Amplify Not a Fool by Responding to His Folly 

The Bible has always warned its readers about the futility of engaging with a fool. “Answer not a fool according to his folly,” warns Solomon, “lest you be like him yourself” (Proverbs 26:4). Where you think your wisdom may make the fool better, it’s more likely that his folly will make you worse. You are more likely to stoop to his level than he is to rise to yours. Ironically, fools can be clever at times and wise men naive, for the fool has an intuitive understanding of how to make you behave like him.

What God inscripturated, X has algorithmized. What God describes as a bug within sinful humanity has been baked in as a feature of social media. Social media rewards the very thing the Bible warns about—it rewards answering a fool according to his folly.
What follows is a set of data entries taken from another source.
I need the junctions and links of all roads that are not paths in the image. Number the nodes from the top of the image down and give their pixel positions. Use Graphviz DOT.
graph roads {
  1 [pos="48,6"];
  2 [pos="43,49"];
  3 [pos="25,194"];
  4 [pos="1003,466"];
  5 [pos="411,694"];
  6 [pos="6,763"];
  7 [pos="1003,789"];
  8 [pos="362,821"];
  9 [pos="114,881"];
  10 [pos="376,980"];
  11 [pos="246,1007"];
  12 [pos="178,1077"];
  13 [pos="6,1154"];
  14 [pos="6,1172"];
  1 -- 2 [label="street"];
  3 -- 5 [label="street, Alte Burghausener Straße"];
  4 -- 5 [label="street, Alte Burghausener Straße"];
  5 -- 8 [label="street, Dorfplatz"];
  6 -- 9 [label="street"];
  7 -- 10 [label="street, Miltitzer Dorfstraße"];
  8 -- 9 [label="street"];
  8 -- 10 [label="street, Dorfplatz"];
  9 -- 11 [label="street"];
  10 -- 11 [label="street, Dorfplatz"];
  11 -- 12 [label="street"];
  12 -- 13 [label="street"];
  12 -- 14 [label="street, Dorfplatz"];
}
I do not spend a lot of time on X, but when I do, I’m always surprised by how much foolishness I see. I don’t follow fools, so why do I see them on my For You feed? The answer, of course, is that the people I follow have engaged with them, and the algorithm has calculated that I would like to see these interactions. This means that good people have broadened the reach of bad. Wise men have elevated the platform of fools. And they have done so by the simplest of transgressions: answering those fools according to their folly.
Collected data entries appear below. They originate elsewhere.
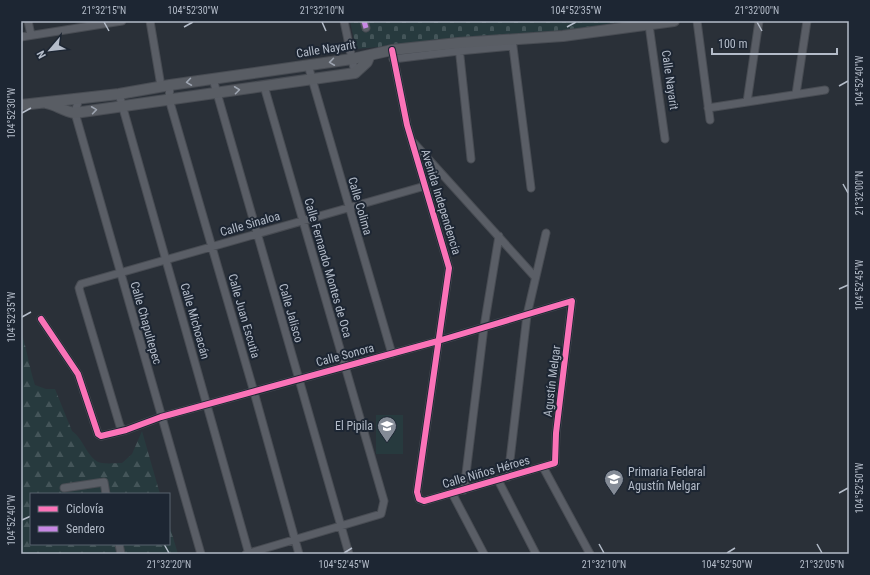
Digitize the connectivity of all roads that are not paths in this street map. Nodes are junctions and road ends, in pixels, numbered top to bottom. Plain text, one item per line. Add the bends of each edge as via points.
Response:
1 (28, 21) edge
2 (122, 21) edge
3 (150, 21) edge
4 (344, 21) edge
5 (674, 21) edge
6 (697, 21) edge
7 (760, 21) edge
8 (807, 21) edge
9 (96, 23) edge
10 (649, 25) junction
11 (31, 35) junction
12 (21, 37) edge
13 (513, 42) junction
14 (458, 47) junction
15 (370, 55) junction
16 (393, 55) junction
17 (352, 59) junction
18 (308, 65) junction
19 (355, 73) junction
20 (213, 79) junction
21 (312, 79) junction
22 (165, 86) junction
23 (264, 86) junction
24 (825, 90) dead end
25 (217, 93) junction
26 (119, 94) junction
27 (796, 94) junction
28 (79, 98) junction
29 (169, 99) junction
30 (747, 102) junction
31 (44, 103) junction
32 (21, 105) edge
33 (123, 106) junction
34 (708, 108) junction
35 (75, 113) junction
36 (710, 120) dead end
37 (665, 139) dead end
38 (411, 140) junction
39 (471, 158) dead end
40 (425, 186) junction
41 (531, 188) dead end
42 (349, 207) junction
43 (303, 221) junction
44 (546, 233) dead end
45 (257, 234) junction
46 (499, 236) junction
47 (212, 247) junction
48 (166, 260) junction
49 (121, 273) junction
50 (535, 276) junction
51 (572, 301) joint
52 (527, 315) junction
53 (41, 319) dead end
54 (484, 328) junction
55 (438, 341) junction
56 (392, 354) junction
57 (345, 367) junction
58 (299, 379) junction
59 (254, 392) junction
60 (207, 405) junction
61 (161, 417) junction
62 (123, 430) junction
63 (555, 463) joint
64 (543, 467) junction
65 (508, 477) junction
66 (498, 480) junction
67 (64, 488) dead end
68 (464, 490) junction
69 (106, 493) edge
70 (452, 493) junction
71 (424, 502) joint
72 (341, 526) junction
73 (295, 539) junction
74 (201, 554) edge
75 (248, 554) edge
76 (299, 554) edge
77 (349, 554) edge
78 (484, 554) edge
79 (536, 554) edge
80 (590, 554) edge

1 - 11 street
2 - 9 street
3 - 22 street, Calle Juan Escutia
4 - 17 street
5 - 10 street
6 - 34 street
7 - 30 street
8 - 27 street
9 - 11 street
10 - 13 street
10 - 37 street, Calle Nayarit
11 - 12 street
13 - 14 street
13 - 41 street
14 - 16 street
14 - 39 street
15 - 16 street
15 - 17 street, Calle Nayarit
15 - 19 street, Calle Nayarit via 367,62
16 - 38 street, Avenida Independencia
17 -> 18 street, Calle Nayarit
17 - 19 street
18 - 20 street, Calle Nayarit
18 - 21 street, Calle Colima
19 - 21 street, Calle Nayarit
20 -> 22 street, Calle Nayarit
20 - 25 street, Calle Jalisco
21 - 23 street, Calle Nayarit
21 - 42 street, Calle Colima
22 - 26 street, Calle Nayarit
22 - 29 street, Calle Juan Escutia
25 -> 23 street, Calle Nayarit
23 - 43 street, Calle Fernando Montes de Oca
24 - 27 street
25 - 29 street, Calle Nayarit
25 - 45 street, Calle Jalisco
26 - 28 street, Calle Nayarit
26 - 33 street, Calle Michoacán
27 - 30 street
28 - 31 street, Calle Nayarit
28 - 35 street
29 - 33 street, Calle Nayarit
29 - 47 street, Calle Juan Escutia
30 - 34 street
31 - 32 street, Calle Nayarit
31 - 35 street, Calle Nayarit
35 -> 33 street, Calle Nayarit
33 - 48 street, Calle Michoacán
34 - 36 street
35 - 49 street, Calle Chapultepec
38 - 40 street, Avenida Independencia
38 - 46 street
40 - 42 street, Calle Sinaloa
40 - 55 street, Avenida Independencia via 448,261
42 - 43 street, Calle Sinaloa
42 - 56 street, Calle Colima
43 - 45 street, Calle Sinaloa
43 - 57 street, Calle Fernando Montes de Oca
44 - 50 street
45 - 47 street, Calle Sinaloa
45 - 58 street, Calle Jalisco
46 - 50 street
46 - 54 street
47 - 48 street, Calle Sinaloa
47 - 59 street, Calle Juan Escutia
48 - 49 street, Calle Sinaloa
48 - 60 street, Calle Michoacán
49 - 61 street, Calle Chapultepec
49 - 62 street, Calle Sinaloa via 81,284 79,288
50 - 52 street
51 - 52 street, Calle Sonora
51 - 63 street, Agustín Melgar via 556,433
52 - 54 street, Calle Sonora
52 - 65 street
53 - 62 street, Calle Sonora via 78,374 98,434 101,436
54 - 55 street, Calle Sonora
54 - 68 street
55 - 56 street, Calle Sonora
55 - 71 street, Avenida Independencia via 417,492
56 - 57 street, Calle Sonora
57 - 58 street, Calle Sonora
57 - 72 street, Calle Fernando Montes de Oca via 384,501 381,514
58 - 59 street, Calle Sonora
58 - 72 street, Calle Jalisco
59 - 60 street, Calle Sonora
59 - 73 street, Calle Juan Escutia
60 - 61 street, Calle Sonora
60 - 75 street, Calle Michoacán
61 - 62 street, Calle Sonora
61 - 74 street, Calle Chapultepec
63 - 64 street, Calle Niños Héroes
64 - 65 street, Calle Niños Héroes
64 - 80 street
65 - 66 street, Calle Niños Héroes
66 - 68 street, Calle Niños Héroes
66 - 79 street
67 - 69 street via 104,482
68 - 70 street, Calle Niños Héroes
70 - 71 street, Calle Niños Héroes
70 - 78 street
72 - 73 street
72 - 77 street, Calle Jalisco
73 - 75 street
73 - 76 street, Calle Juan Escutia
I understand why people do this. They may think they can actually help those fools, as per Proverbs 26:5, which says, “Answer a fool according to his folly, lest he be wise in his own eyes.” They may think they are helping to warn others about deceivers, wolves, or false teachers. And I suppose many of them understand that their own platform will grow through negative interactions more than positive, that the algorithm will reward them more for engaging with fools than with wise people, and more for contradictions than affirmations.

Yet as these people elevate themselves, they also elevate the fools. This is not like a system of weight and counterweight in which, as one rises, the other necessarily falls. No, these rise together, so the fool grows the reach of the wise man and the wise man grows the reach of the fool. Social media offers twin powers: The power of having a voice yourself and the power of giving a voice to others. Both must be stewarded with the greatest of care.

Often, the only effective way to defeat the fool is to ignore him altogether.

I affirm that the church would be far better off if some of the fools who claim to speak for her were silenced. But many of the attempts to silence them actually amplify them, which means that each of us must think carefully about what we say and who we say it about. Each one of us must know when it is better to say nothing at all, understanding that to speak is to elevate and to engage is to amplify. Often, the only effective way to defeat the fool is to ignore him altogether.

I have no doubt the day will come when the Lord will ask each of us to give an account for the ways we used social media. Many of us will need to answer for misusing it in such a way that we gave a voice to those who were not worthy of it. We will need to explain why we neglected his plain instruction that we refuse to answer a fool according to his folly and, in that way, why we helped that foolishness reach a far greater audience.